If MDs weren't so regulated those silly trips to the Doc for antibiotics (which create more drug-resistant strains, yay) wouldn't be as bad. In many cases I'd feel completely comfortable getting medical care from am experienced nurse (it would certainly be a lot cheaper), but state laws prohibits that in a lot of cases.

Billsfan
06-05-2007, 10:01 PM
Did you all see this?

http://www.liveleak.com/view?i=2a0_1181090478

It's at Liveleak.com

Broadlighter
06-11-2007, 01:46 AM
I have a doctor friend, who charges his patients directly, takes no medical insurance and works just three days a week (sometimes four). He's well rested and clear headed when he sees his patients and gives them high quality attention. He thinks what's needed to make health care more affordable is to reform the insurance industry, so that it only provides for catastrophic care and hospitalization. This would force doctors to compete more for the lesser services like exams, testing and certain therapies. The effect would bring down prices to levels the market would more easily afford.

My wife once had a job that offered both HMO and PPO health insurance. My wife took the PPO insurance because it meant she could choose her own doctor. The other employees thought she was crazy to pay the extra money in premiums. Then they would talk amongst themselves about how their coverage afforded them operations as though they were getting something for nothing. Never mind how they got themselves in the position where they needed surgeries. They prided themselves on taking advantage of the system to have their bodies carved up.

angrydragon
06-11-2007, 01:59 AM
http://www.youtube.com/watch?v=LVGTrCZ2O1Y From the man himself.
http://www.youtube.com/watch?v=zgRUBlNd6fE part 2 (talks about healthcare here)

LibertyCzar
06-14-2007, 01:37 PM
The sale of goods is regulated by the UCC in 49 states. This should be the model for health care. Not necessarily one Code, in this case is sufficient.

I think a plan like Mitt Romney established should be made public. It's not necessarily the best, but it is an option. Then the legislatures of other States should voluntarily join the plan in the form of a Code. Every American should be able to buy into this Code, not just the States that belong to the particular Code.
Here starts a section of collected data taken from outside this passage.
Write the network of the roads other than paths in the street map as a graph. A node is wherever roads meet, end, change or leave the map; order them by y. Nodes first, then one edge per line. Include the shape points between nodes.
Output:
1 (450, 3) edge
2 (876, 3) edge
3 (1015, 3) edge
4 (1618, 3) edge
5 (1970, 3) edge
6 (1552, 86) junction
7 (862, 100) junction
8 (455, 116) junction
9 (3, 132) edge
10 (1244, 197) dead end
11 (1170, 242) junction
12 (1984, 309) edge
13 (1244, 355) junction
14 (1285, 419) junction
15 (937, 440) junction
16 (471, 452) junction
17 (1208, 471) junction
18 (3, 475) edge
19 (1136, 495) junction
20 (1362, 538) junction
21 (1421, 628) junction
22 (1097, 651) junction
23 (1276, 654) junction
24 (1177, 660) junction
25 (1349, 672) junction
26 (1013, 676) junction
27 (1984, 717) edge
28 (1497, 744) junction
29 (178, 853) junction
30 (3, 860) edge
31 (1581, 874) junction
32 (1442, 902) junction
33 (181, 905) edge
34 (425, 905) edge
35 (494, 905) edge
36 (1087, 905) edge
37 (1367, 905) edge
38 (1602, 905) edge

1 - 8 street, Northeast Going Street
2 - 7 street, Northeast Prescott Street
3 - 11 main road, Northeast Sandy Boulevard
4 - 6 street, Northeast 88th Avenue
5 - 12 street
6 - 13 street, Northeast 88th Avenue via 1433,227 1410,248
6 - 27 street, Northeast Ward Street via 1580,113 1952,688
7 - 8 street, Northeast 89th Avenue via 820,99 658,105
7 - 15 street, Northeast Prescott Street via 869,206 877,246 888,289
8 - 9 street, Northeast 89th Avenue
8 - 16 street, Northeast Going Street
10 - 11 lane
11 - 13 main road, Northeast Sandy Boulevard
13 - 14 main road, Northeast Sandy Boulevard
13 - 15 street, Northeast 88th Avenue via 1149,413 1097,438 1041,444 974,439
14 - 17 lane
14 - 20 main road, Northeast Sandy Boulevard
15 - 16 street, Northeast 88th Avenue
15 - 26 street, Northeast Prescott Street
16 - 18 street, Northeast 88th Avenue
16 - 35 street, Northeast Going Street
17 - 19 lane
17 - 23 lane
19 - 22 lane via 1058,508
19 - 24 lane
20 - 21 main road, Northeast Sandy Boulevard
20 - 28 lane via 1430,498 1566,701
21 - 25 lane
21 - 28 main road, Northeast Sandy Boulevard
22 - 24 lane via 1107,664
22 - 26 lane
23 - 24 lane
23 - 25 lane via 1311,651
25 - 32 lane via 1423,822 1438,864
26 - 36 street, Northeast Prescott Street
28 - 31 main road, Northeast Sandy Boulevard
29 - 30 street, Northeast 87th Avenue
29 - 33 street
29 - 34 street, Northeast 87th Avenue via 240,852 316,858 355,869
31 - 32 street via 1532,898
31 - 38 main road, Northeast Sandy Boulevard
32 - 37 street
All States should be required to belong to a Code, but they can decide which Code to belong to. Entering into a Code should be voluntary, and each state should be able to leave at will. In theory there could be 50 Codes. With the competition, prices will have to decrease.

But all Americans should further be allowed to participate in a private insurance plan, not just one of the Code insurance plans. Yes, I know this all sounds really complicated. But it's a combination of social and private at the State level. Think about it, if no one participates in a particular Code, won't those States belonging to that Code choose another Code? If a corporate "private" plan has no participants, that plan will likewise be abolished. The People will have a definitive impact on overall health care.

The role of the federal government should just be to declare that this is possible, and enact whatever is necessary to ensure it is practical. This should include requiring each State to belong to a Code. This substitutes the requirement that each State come up with it's own plan.